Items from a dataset
┌────────

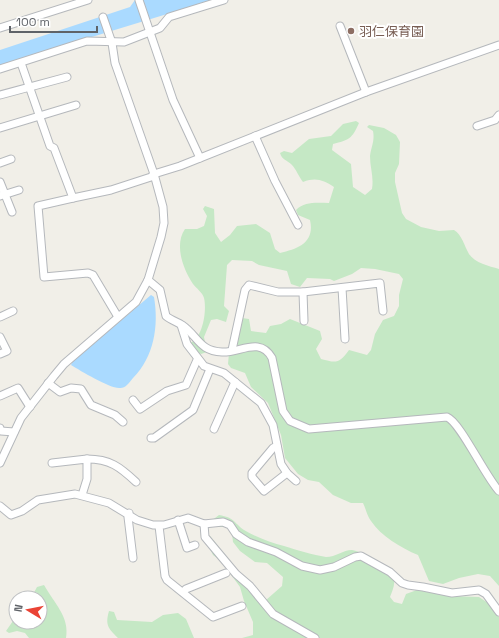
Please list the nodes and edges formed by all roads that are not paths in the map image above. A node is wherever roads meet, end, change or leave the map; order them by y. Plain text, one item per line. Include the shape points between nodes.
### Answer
1 (88, 0) edge
2 (139, 0) edge
3 (224, 0) edge
4 (103, 17) dead end
5 (340, 26) dead end
6 (0, 28) edge
7 (151, 32) junction
8 (112, 43) junction
9 (499, 45) edge
10 (21, 63) junction
11 (0, 69) edge
12 (67, 77) dead end
13 (30, 88) junction
14 (366, 92) junction
15 (0, 96) edge
16 (76, 105) dead end
17 (499, 115) edge
18 (40, 117) junction
19 (477, 126) dead end
20 (0, 128) edge
21 (255, 136) junction
22 (200, 158) junction
23 (11, 160) dead end
24 (0, 162) edge
25 (154, 174) junction
26 (0, 182) edge
27 (19, 190) dead end
28 (3, 195) edge
29 (73, 198) junction
30 (12, 212) dead end
31 (298, 225) dead end
32 (148, 280) junction
33 (342, 288) junction
34 (303, 292) junction
35 (14, 311) dead end
36 (383, 311) dead end
37 (0, 317) edge
38 (118, 317) junction
39 (304, 321) dead end
40 (181, 325) junction
41 (0, 337) edge
42 (345, 339) dead end
43 (232, 350) junction
44 (0, 354) edge
45 (198, 360) junction
46 (210, 369) junction
47 (235, 382) junction
48 (48, 383) junction
49 (0, 396) edge
50 (133, 400) dead end
51 (30, 407) junction
52 (123, 422) dead end
53 (0, 428) edge
54 (214, 429) dead end
55 (14, 432) junction
56 (151, 438) dead end
57 (277, 446) junction
58 (87, 459) junction
59 (0, 463) edge
60 (52, 463) dead end
61 (287, 473) junction
62 (296, 481) dead end
63 (136, 482) dead end
64 (499, 491) edge
65 (82, 495) junction
66 (0, 506) edge
67 (129, 513) junction
68 (178, 520) junction
69 (204, 524) junction
70 (159, 526) junction
71 (195, 545) dead end
72 (132, 558) dead end
73 (226, 573) dead end
74 (183, 592) junction
75 (242, 606) dead end
76 (499, 612) edge
77 (315, 638) edge

1 - 6 street
2 - 7 street
3 - 7 street via 170,17 160,28
4 - 8 street
5 - 14 street
7 - 8 street via 124,42
7 - 22 street via 173,100
8 - 10 street via 87,41
8 - 25 street via 115,63
9 - 14 street
10 - 11 street
10 - 13 street
12 - 13 street
13 - 15 street
13 - 18 street
14 - 21 street
16 - 18 street
17 - 19 street via 495,120
18 - 20 street
18 - 29 street
21 - 22 street
21 - 31 street
22 - 25 street
23 - 24 street
25 - 29 street via 111,190
25 - 32 street via 163,207 164,223
26 - 28 street
27 - 28 street
28 - 30 street
29 - 38 street via 38,206 44,277 88,273 93,275
32 - 38 street via 136,302
32 - 40 street via 160,290 166,316
33 - 34 street
33 - 36 street via 380,283
33 - 42 street
34 - 39 street
34 - 43 street via 278,292 249,285 245,290
35 - 37 street
38 - 48 street via 64,364
40 - 43 street via 206,349 221,352
40 - 45 street via 187,344
41 - 44 street via 7,351
43 - 64 street via 256,347 269,352 283,411 290,421 300,426 309,428 419,421 442,417 451,419
45 - 46 street
45 - 50 street via 186,385 167,391 140,409
46 - 47 street via 224,373
46 - 56 street via 193,410
47 - 54 street
47 - 57 street via 258,399 269,415
48 - 51 street
48 - 52 street via 60,392 71,388 81,389 91,405 115,415
49 - 51 street via 18,388
51 - 55 street
53 - 55 street via 1,431
55 - 59 street
57 - 61 street via 281,464
57 - 61 street via 252,473 252,477 264,491
58 - 60 street
58 - 63 street via 101,459 116,465
58 - 65 street via 87,479
61 - 62 street
65 - 66 street via 46,498 11,515
65 - 67 street via 109,503
67 - 70 street via 137,520
67 - 72 street
68 - 69 street via 188,518
68 - 70 street
68 - 71 street via 187,548
69 - 76 street via 223,522 230,525 236,534 248,542 312,569 334,567 362,556 408,586 452,593 479,590 486,594
69 - 77 street via 205,537 273,614
70 - 74 street via 165,576
73 - 74 street
74 - 75 street via 213,617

└────────

▸ Exercise: Write out the data above in full and exactly, but not the pictures.

▸ Reply to the task:
Please list the nodes and edges formed by all roads that are not paths in the map image above. A node is wherever roads meet, end, change or leave the map; order them by y. Plain text, one item per line. Include the shape points between nodes.
### Answer
1 (88, 0) edge
2 (139, 0) edge
3 (224, 0) edge
4 (103, 17) dead end
5 (340, 26) dead end
6 (0, 28) edge
7 (151, 32) junction
8 (112, 43) junction
9 (499, 45) edge
10 (21, 63) junction
11 (0, 69) edge
12 (67, 77) dead end
13 (30, 88) junction
14 (366, 92) junction
15 (0, 96) edge
16 (76, 105) dead end
17 (499, 115) edge
18 (40, 117) junction
19 (477, 126) dead end
20 (0, 128) edge
21 (255, 136) junction
22 (200, 158) junction
23 (11, 160) dead end
24 (0, 162) edge
25 (154, 174) junction
26 (0, 182) edge
27 (19, 190) dead end
28 (3, 195) edge
29 (73, 198) junction
30 (12, 212) dead end
31 (298, 225) dead end
32 (148, 280) junction
33 (342, 288) junction
34 (303, 292) junction
35 (14, 311) dead end
36 (383, 311) dead end
37 (0, 317) edge
38 (118, 317) junction
39 (304, 321) dead end
40 (181, 325) junction
41 (0, 337) edge
42 (345, 339) dead end
43 (232, 350) junction
44 (0, 354) edge
45 (198, 360) junction
46 (210, 369) junction
47 (235, 382) junction
48 (48, 383) junction
49 (0, 396) edge
50 (133, 400) dead end
51 (30, 407) junction
52 (123, 422) dead end
53 (0, 428) edge
54 (214, 429) dead end
55 (14, 432) junction
56 (151, 438) dead end
57 (277, 446) junction
58 (87, 459) junction
59 (0, 463) edge
60 (52, 463) dead end
61 (287, 473) junction
62 (296, 481) dead end
63 (136, 482) dead end
64 (499, 491) edge
65 (82, 495) junction
66 (0, 506) edge
67 (129, 513) junction
68 (178, 520) junction
69 (204, 524) junction
70 (159, 526) junction
71 (195, 545) dead end
72 (132, 558) dead end
73 (226, 573) dead end
74 (183, 592) junction
75 (242, 606) dead end
76 (499, 612) edge
77 (315, 638) edge

1 - 6 street
2 - 7 street
3 - 7 street via 170,17 160,28
4 - 8 street
5 - 14 street
7 - 8 street via 124,42
7 - 22 street via 173,100
8 - 10 street via 87,41
8 - 25 street via 115,63
9 - 14 street
10 - 11 street
10 - 13 street
12 - 13 street
13 - 15 street
13 - 18 street
14 - 21 street
16 - 18 street
17 - 19 street via 495,120
18 - 20 street
18 - 29 street
21 - 22 street
21 - 31 street
22 - 25 street
23 - 24 street
25 - 29 street via 111,190
25 - 32 street via 163,207 164,223
26 - 28 street
27 - 28 street
28 - 30 street
29 - 38 street via 38,206 44,277 88,273 93,275
32 - 38 street via 136,302
32 - 40 street via 160,290 166,316
33 - 34 street
33 - 36 street via 380,283
33 - 42 street
34 - 39 street
34 - 43 street via 278,292 249,285 245,290
35 - 37 street
38 - 48 street via 64,364
40 - 43 street via 206,349 221,352
40 - 45 street via 187,344
41 - 44 street via 7,351
43 - 64 street via 256,347 269,352 283,411 290,421 300,426 309,428 419,421 442,417 451,419
45 - 46 street
45 - 50 street via 186,385 167,391 140,409
46 - 47 street via 224,373
46 - 56 street via 193,410
47 - 54 street
47 - 57 street via 258,399 269,415
48 - 51 street
48 - 52 street via 60,392 71,388 81,389 91,405 115,415
49 - 51 street via 18,388
51 - 55 street
53 - 55 street via 1,431
55 - 59 street
57 - 61 street via 281,464
57 - 61 street via 252,473 252,477 264,491
58 - 60 street
58 - 63 street via 101,459 116,465
58 - 65 street via 87,479
61 - 62 street
65 - 66 street via 46,498 11,515
65 - 67 street via 109,503
67 - 70 street via 137,520
67 - 72 street
68 - 69 street via 188,518
68 - 70 street
68 - 71 street via 187,548
69 - 76 street via 223,522 230,525 236,534 248,542 312,569 334,567 362,556 408,586 452,593 479,590 486,594
69 - 77 street via 205,537 273,614
70 - 74 street via 165,576
73 - 74 street
74 - 75 street via 213,617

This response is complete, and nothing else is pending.